Rosas e Girassóis juntos ficavam melhor do que poderia imaginar

— Você quer um cartão?

Ele pensou em negar, mas uma lâmpada se acendeu no fundo de sua mente e ele assentiu positivamente, sorrindo ao escolher o cartão e pegar a caneta que ela o havia emprestado. No papel de cor vermelha ele escreveu com a caneta preta, se esforçando para que sua letra saísse bonita e legível.

 

Eu levei tempo demais para conseguir te falar isso, mas gosto de você, gosto da forma em que seu cabelo me lembra molas e sempre quero tocá-los, gosto da forma em que suas bochechas ficam fofas quando você sorri e do cheiro de flores que me perturba todos os dias e me faz sentir milhares de borboletas dentro de mim. Eu gosto de você. E gostaria muito que pudéssemos sair juntos.

Ass. Mark Lee.

 

— Obrigado. — Respondeu, fechando o cartão e devolvendo a caneta. Ele a entregou o dinheiro e esperou para pegar a notinha fiscal. — Que horas aqui fecha?

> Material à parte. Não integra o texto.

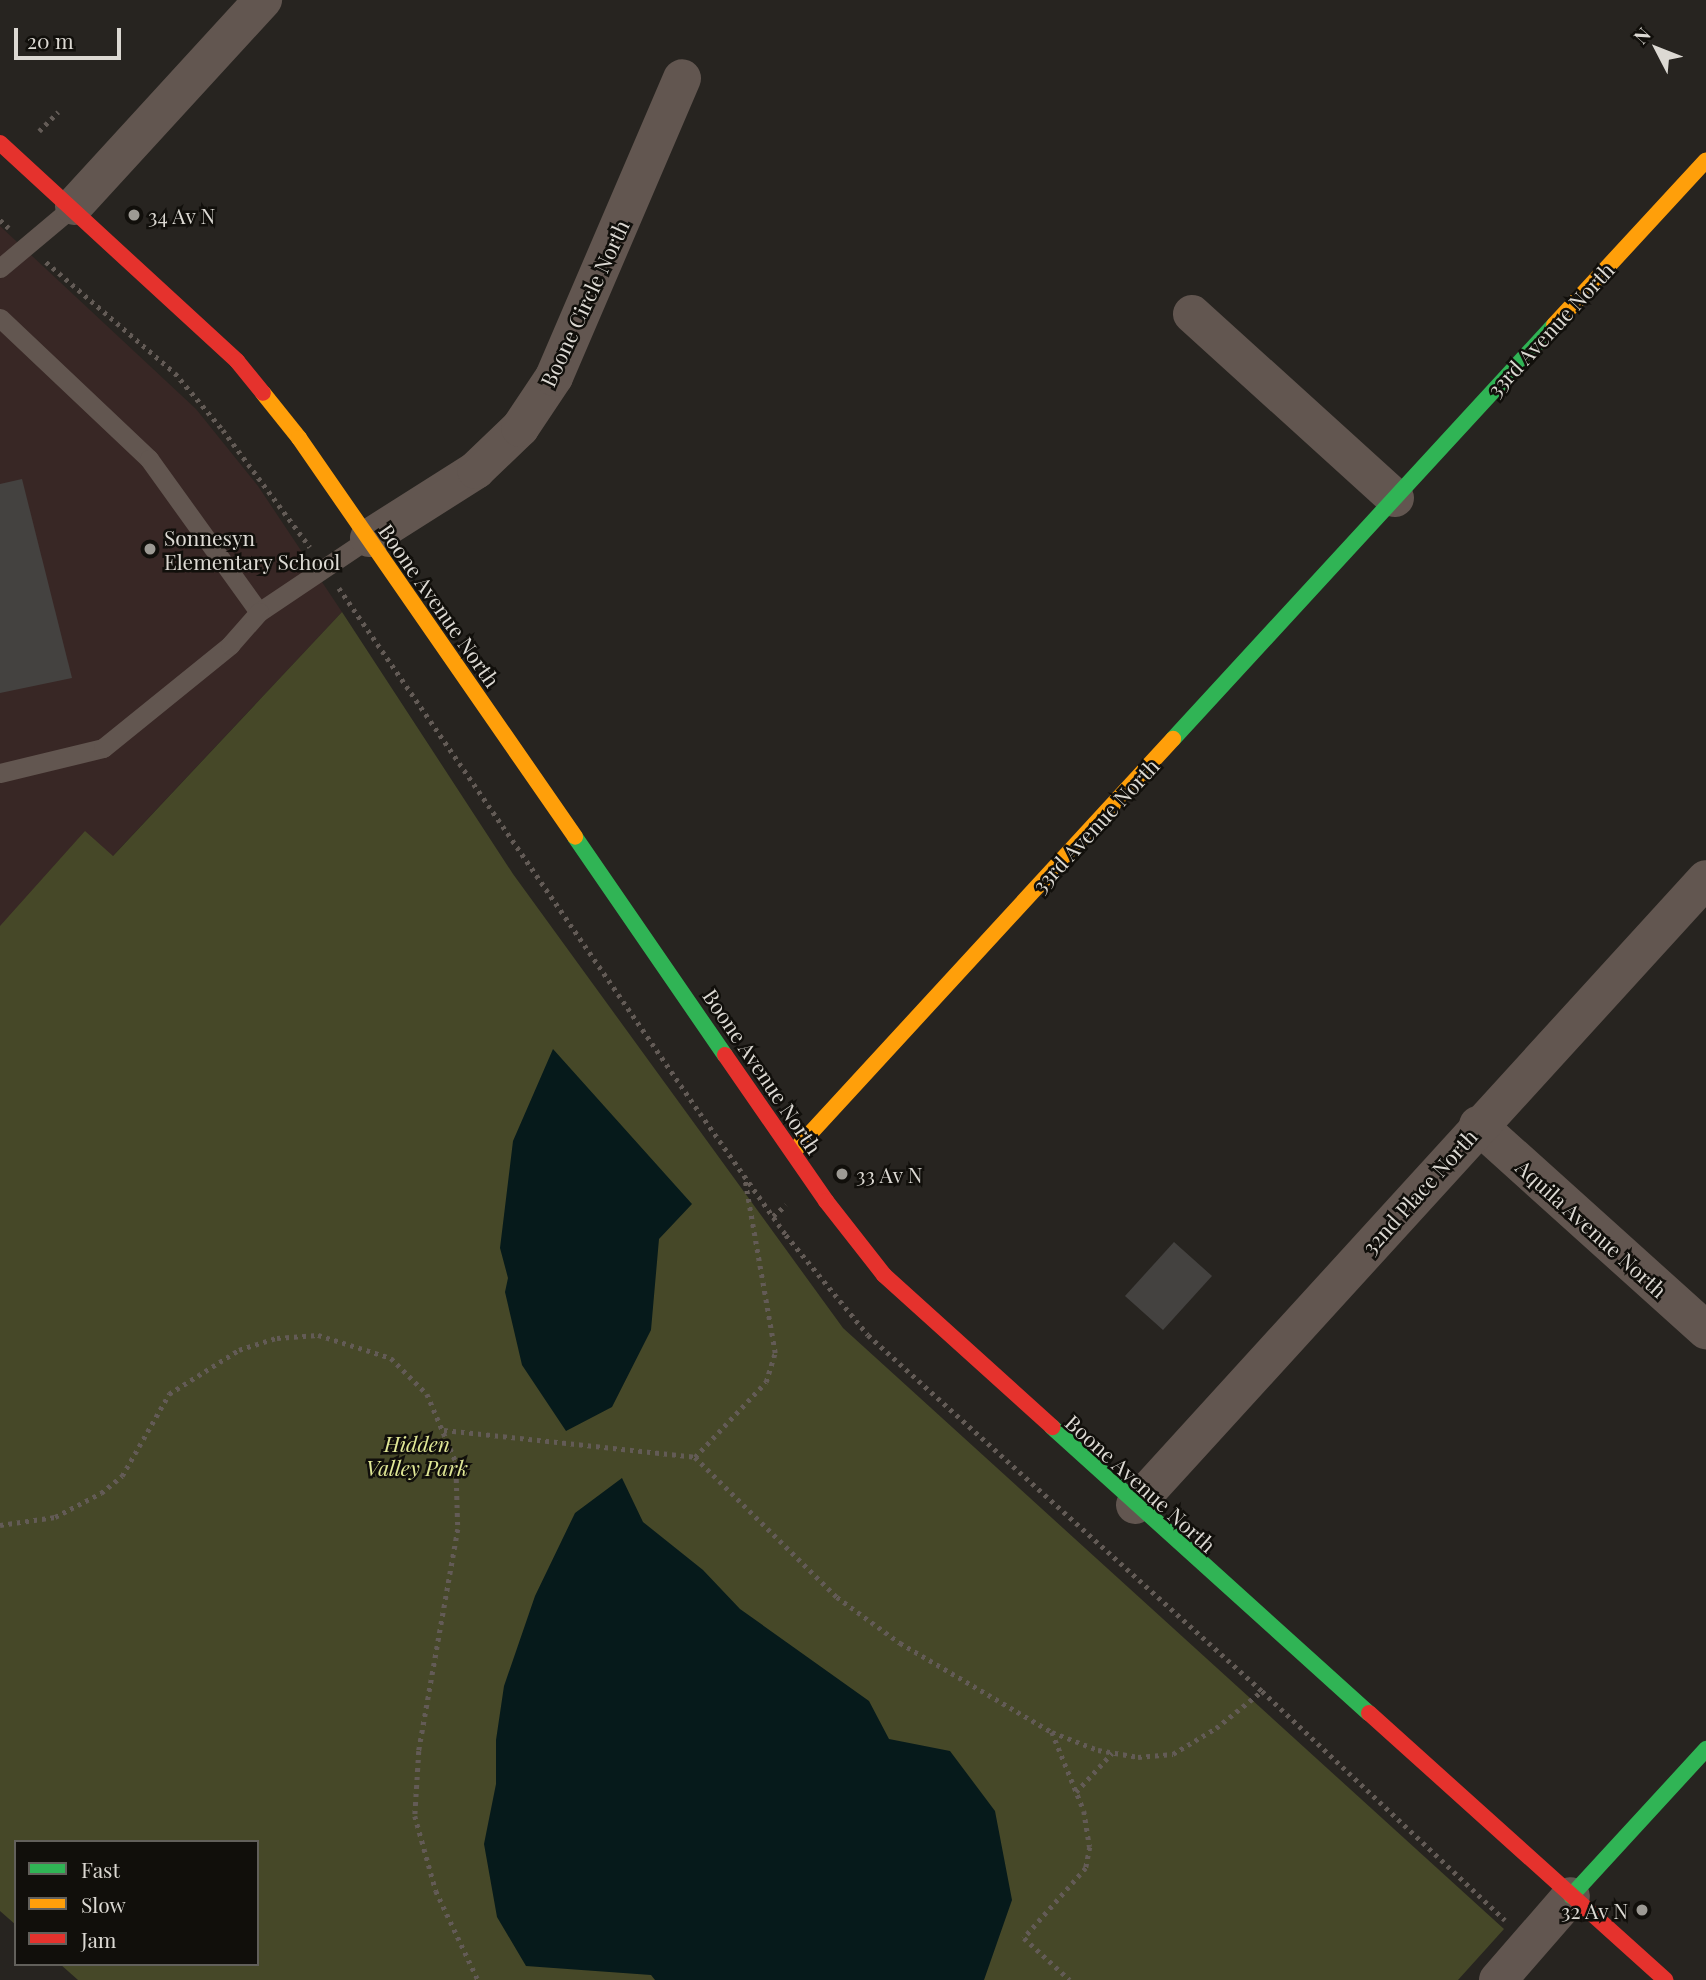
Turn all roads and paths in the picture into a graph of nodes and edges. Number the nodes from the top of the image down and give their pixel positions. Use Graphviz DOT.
graph roads {
  1 [pos="263,0"];
  2 [pos="682,78"];
  3 [pos="0,143"];
  4 [pos="1706,160"];
  5 [pos="74,206"];
  6 [pos="0,268"];
  7 [pos="1192,314"];
  8 [pos="0,318"];
  9 [pos="1395,498"];
  10 [pos="369,538"];
  11 [pos="259,612"];
  12 [pos="0,773"];
  13 [pos="1706,879"];
  14 [pos="1478,1125"];
  15 [pos="794,1151"];
  16 [pos="744,1174"];
  17 [pos="1706,1330"];
  18 [pos="444,1430"];
  19 [pos="695,1457"];
  20 [pos="1135,1505"];
  21 [pos="0,1525"];
  22 [pos="1262,1691"];
  23 [pos="1052,1732"];
  24 [pos="1706,1749"];
  25 [pos="1112,1752"];
  26 [pos="1076,1792"];
  27 [pos="1571,1896"];
  28 [pos="478,1980"];
  29 [pos="1070,1980"];
  30 [pos="1498,1980"];
  31 [pos="1666,1980"];
  1 -- 5 [label="street"];
  2 -- 10 [label="street, Boone Circle North"];
  3 -- 5 [label="street, Boone Avenue North"];
  4 -- 9 [label="street, 33rd Avenue North"];
  5 -- 6 [label="lane"];
  5 -- 10 [label="street, Boone Avenue North"];
  7 -- 9 [label="street"];
  8 -- 11 [label="lane"];
  9 -- 15 [label="street, 33rd Avenue North"];
  10 -- 11 [label="lane"];
  10 -- 15 [label="street, Boone Avenue North"];
  11 -- 12 [label="lane"];
  13 -- 14 [label="street, 32nd Place North"];
  14 -- 17 [label="street, Aquila Avenue North"];
  14 -- 20 [label="street, 32nd Place North"];
  15 -- 20 [label="street, Boone Avenue North"];
  16 -- 19 [label="path"];
  18 -- 19 [label="path"];
  18 -- 21 [label="path"];
  18 -- 28 [label="path"];
  19 -- 23 [label="path"];
  20 -- 27 [label="street, Boone Avenue North"];
  22 -- 25 [label="path"];
  23 -- 25 [label="path"];
  23 -- 26 [label="path"];
  24 -- 27 [label="street"];
  25 -- 26 [label="path"];
  26 -- 29 [label="path"];
  27 -- 30 [label="street"];
  27 -- 31 [label="street, Boone Avenue North"];
}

Ela conferiu o relógio de pulso e sorriu levando o olhar a ele enquanto entregava o troco e a notinha.

— Agora. — Riu baixo.

Mark riu baixo, assentindo com a cabeça e guardando as coisas no bolso, ele pegou as flores e o cartão cuidadosamente, como se sua vida dependesse daquilo e então agradeceu caminhando até a porta de saída. Quando sua mão tocou a maçaneta, ele puxou lentamente o ar, tentando esquecer toda timidez e nervosismo e tomar um pouco de coragem.

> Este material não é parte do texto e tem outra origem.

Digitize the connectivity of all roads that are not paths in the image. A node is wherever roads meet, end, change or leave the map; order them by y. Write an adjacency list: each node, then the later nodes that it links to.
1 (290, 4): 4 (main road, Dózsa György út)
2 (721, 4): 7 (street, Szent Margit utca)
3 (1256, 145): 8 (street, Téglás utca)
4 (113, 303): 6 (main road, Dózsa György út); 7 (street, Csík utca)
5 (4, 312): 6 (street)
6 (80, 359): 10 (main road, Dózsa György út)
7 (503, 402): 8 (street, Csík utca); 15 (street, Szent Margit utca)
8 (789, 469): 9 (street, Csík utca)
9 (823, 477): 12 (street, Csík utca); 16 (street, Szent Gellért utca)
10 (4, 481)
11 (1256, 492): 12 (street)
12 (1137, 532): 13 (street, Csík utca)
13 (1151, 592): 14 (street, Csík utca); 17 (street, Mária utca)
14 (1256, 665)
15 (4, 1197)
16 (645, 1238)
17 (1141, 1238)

Quando menos percebeu suas pernas tinham criado vida própria e voltado para perto da garota que o olhou franzindo o cenho, não segurando o sorriso leve que surgiu em seus lábios.

— Esqueceu alguma… — Ela parou de falar assim que o viu parar a sua frente, apenas o balcão os separava ali.

— Esqueci, na verdade, é o mais importante. — Murmurou, soltando o ar e a olhando, suas mãos lhe estenderam o cartão e ainda confusa ela o pegou, hesitante o abrindo e então lendo as palavras que haviam sido escritas minutinhos antes, Mark sorriu estendendo as flores para a garota. — Você disse que se casaria com alguém se te dessem girassóis, não estou fazendo um pedido de casamento ainda, mas gostaria, sinceramente, que você saísse comigo.

Dando uma risada, ela balançou a cabeça enquanto segurava as flores que lhe eram estendidas, automaticamente as levando até o nariz para sentir o aroma.

— Eu nunca diria “não” para você, mesmo se não me desse os girassóis.